2016A&A...596A..35L

Based on recent Herschel results, the ortho-to-para ratio (OPR) of NH₂ has been measured towards the following high-mass star-forming regions: W31C (G10.6-0.4), W49N (G43.2-0.1), W51 (G49.5-0.4), and G34.3+0.1. The OPR at thermal equilibrium ranges from the statistical limit of three at high temperatures to infinity as the temperature tends toward zero, unlike the case of H₂. Depending on the position observed along the lines-of-sight, the OPR was found to lie either slightly below the high temperature limit of three (in the range 2.2-2.9) or above this limit (∼3.5, ≳4.2, and ≳5.0). In low temperature interstellar gas, where the H₂ is para-enriched, our nearly pure gas-phase astrochemical models with nuclear-spin chemistry can account for anomalously low observed NH₂-OPR values. We have tentatively explained OPR values larger than three by assuming that spin thermalization of NH₂ can proceed at least partially by H-atom exchange collisions with atomic hydrogen, thus increasing the OPR with decreasing temperature.

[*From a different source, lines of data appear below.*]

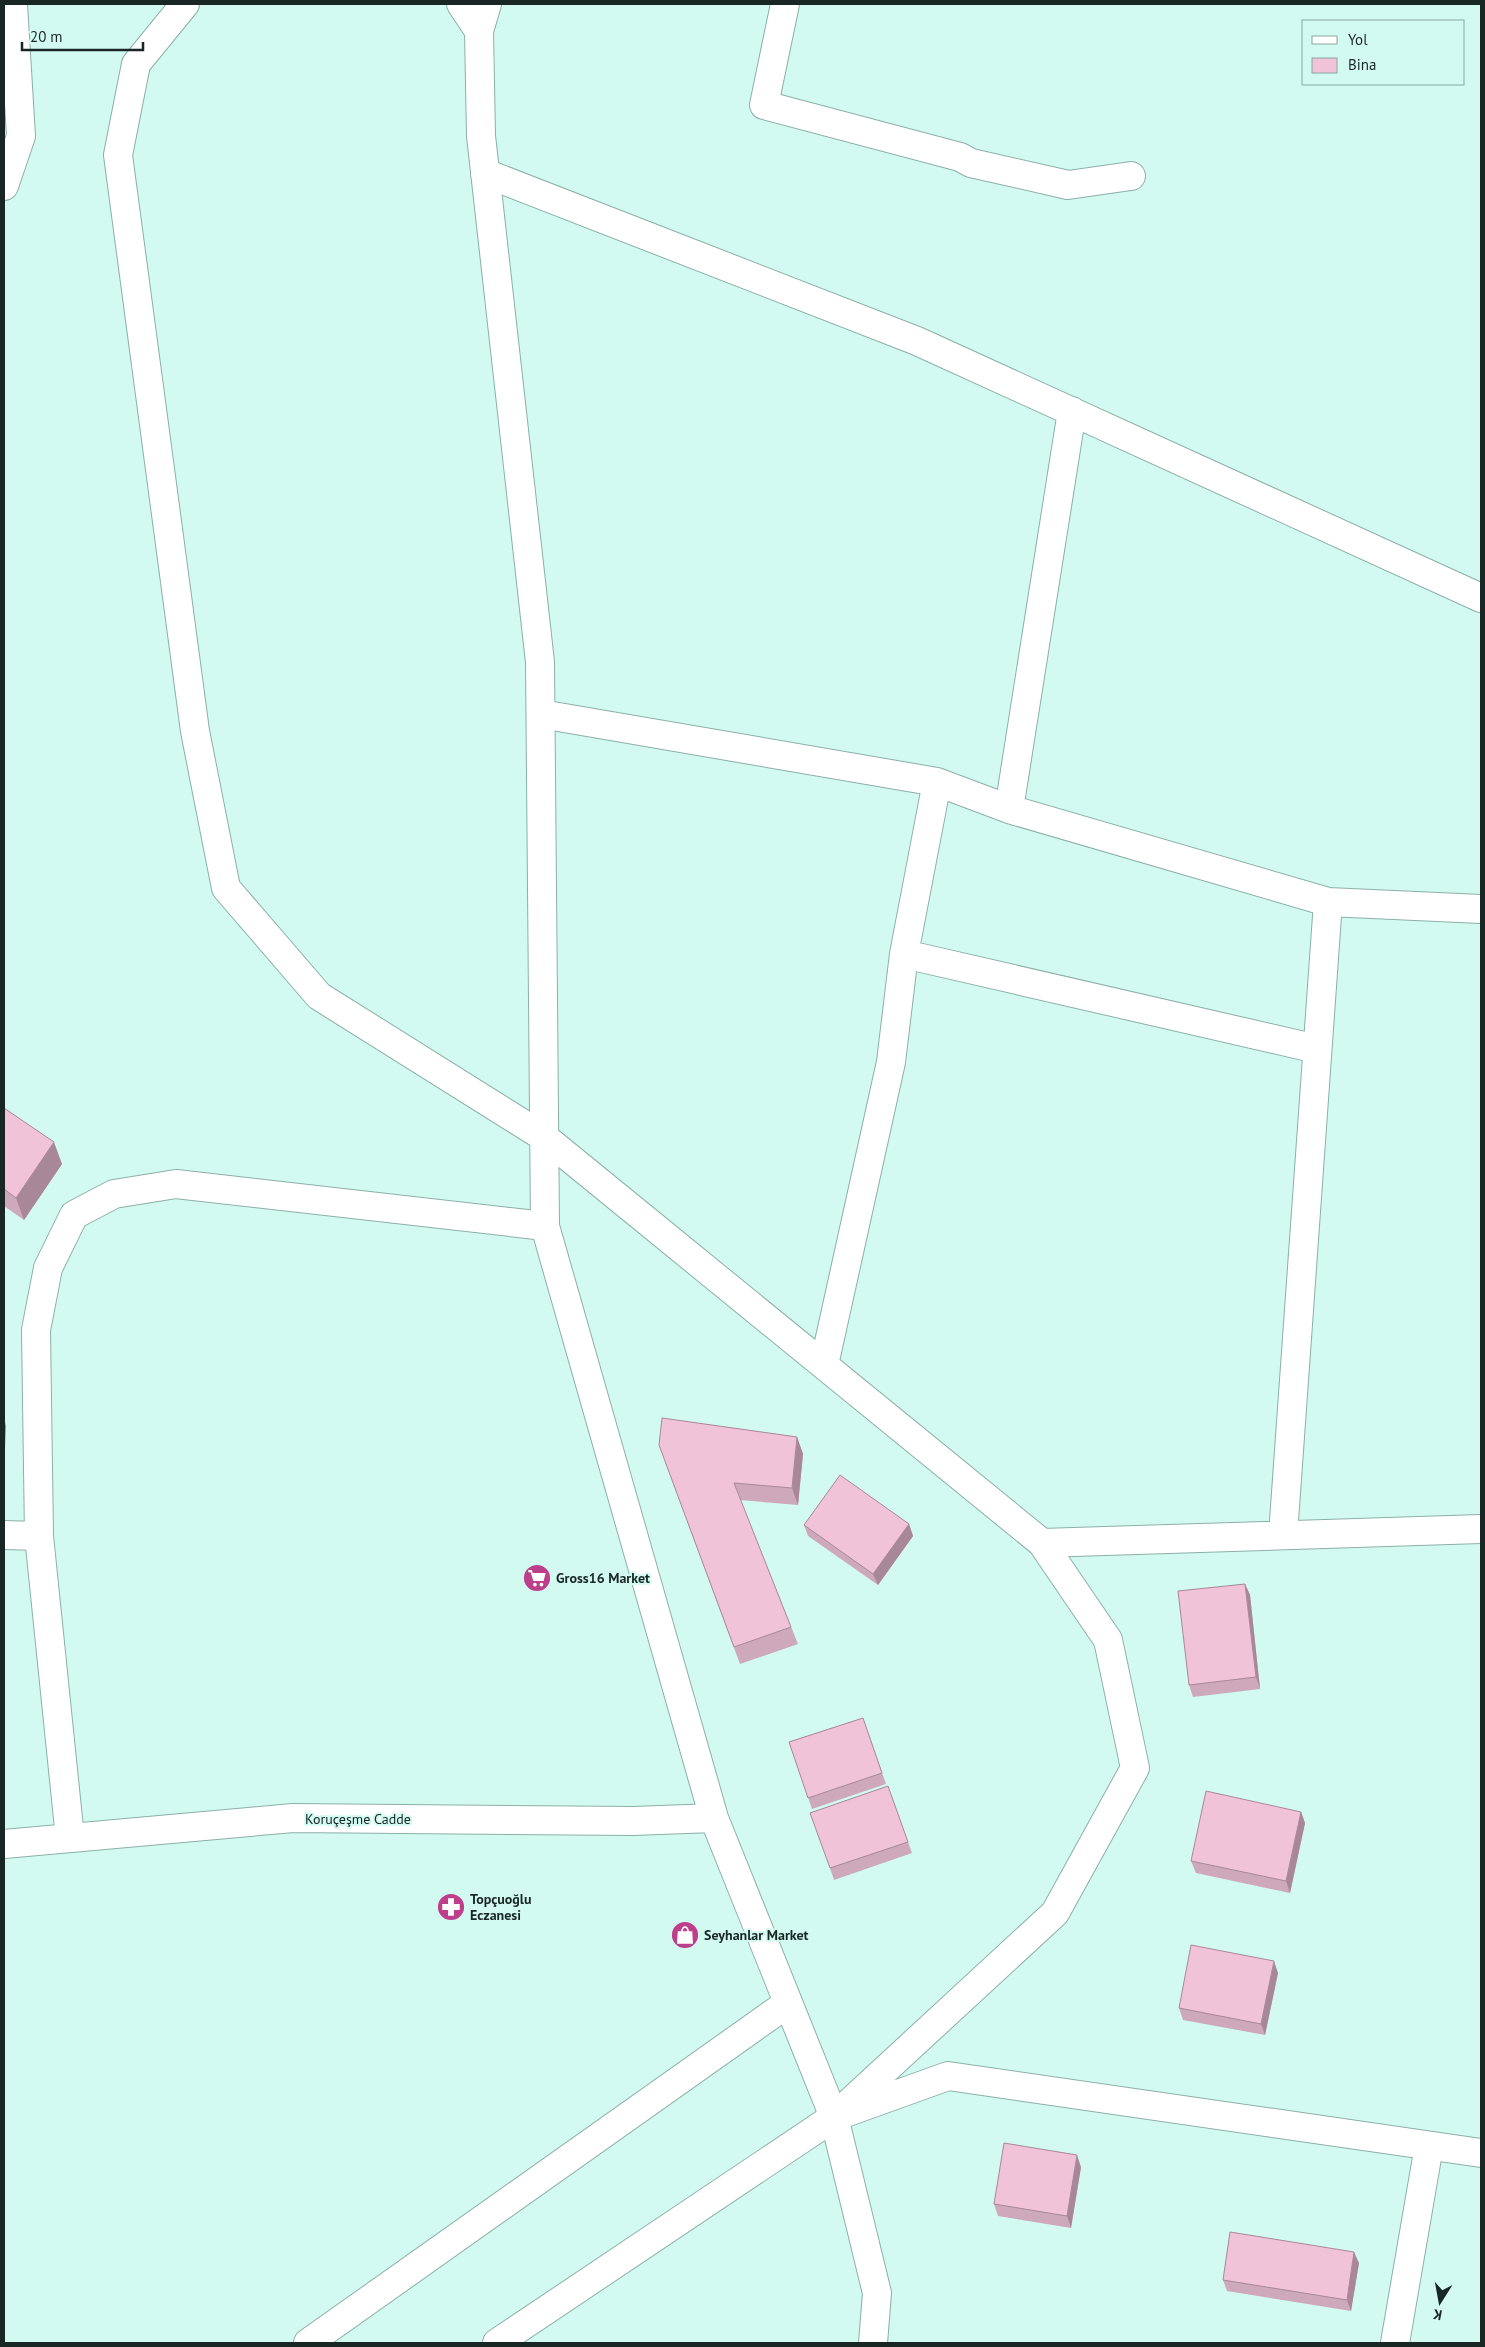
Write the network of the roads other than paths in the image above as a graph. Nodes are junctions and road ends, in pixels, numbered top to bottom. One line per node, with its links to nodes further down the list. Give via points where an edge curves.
1 (13, 4): 9 (street, via 21,136)
2 (185, 4): 19 (street, via 136,64 118,155 195,731 226,888 319,996)
3 (461, 4): 6 (street)
4 (487, 4): 6 (street)
5 (785, 4): 8 (street, via 764,105 960,156 971,163 1068,185)
6 (478, 31): 7 (street)
7 (485, 173): 10 (street, via 917,341); 12 (street, via 540,662)
8 (1132, 176)
9 (4, 186)
10 (1072, 411): 11 (street); 14 (street)
11 (1481, 598)
12 (541, 714): 13 (street); 19 (street)
13 (937, 782): 14 (street); 17 (street)
14 (1009, 810): 15 (street)
15 (1328, 902): 16 (street); 18 (street)
16 (1481, 909)
17 (904, 954): 18 (street); 21 (street, via 891,1062)
18 (1317, 1049): 24 (street)
19 (544, 1137): 20 (street); 21 (street)
20 (545, 1226): 25 (street, via 176,1184 114,1194 74,1216 48,1268 36,1330); 27 (street)
21 (824, 1365): 26 (street)
22 (1481, 1529): 24 (street)
23 (4, 1535): 25 (street)
24 (1283, 1535): 26 (street)
25 (39, 1536): 28 (street)
26 (1042, 1542): 31 (street, via 1108,1640 1135,1768 1055,1913)
27 (714, 1818): 28 (street, Koruçeşme Cadde, via 633,1821 294,1818); 30 (street)
28 (70, 1838): 29 (street, Koruçeşme Cadde)
29 (4, 1844)
30 (788, 2002): 31 (street); 34 (street)
31 (834, 2117): 32 (street, via 948,2076); 35 (street); 36 (street, via 877,2293)
32 (1429, 2146): 33 (street); 37 (street)
33 (1481, 2153)
34 (308, 2343)
35 (497, 2343)
36 (873, 2343)
37 (1395, 2343)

In this paper, we present quasi-classical trajectory calculations of the H-exchange reaction NH₂+H, which show the reaction to proceed without a barrier, confirming that the H-exchange will be efficient in the temperature range of interest. With the inclusion of this process, our models suggest both that OPR values below three arise in regions with temperatures ≳20-25K, depending on time, and values above three but lower than the thermal limit arise at still lower temperatures.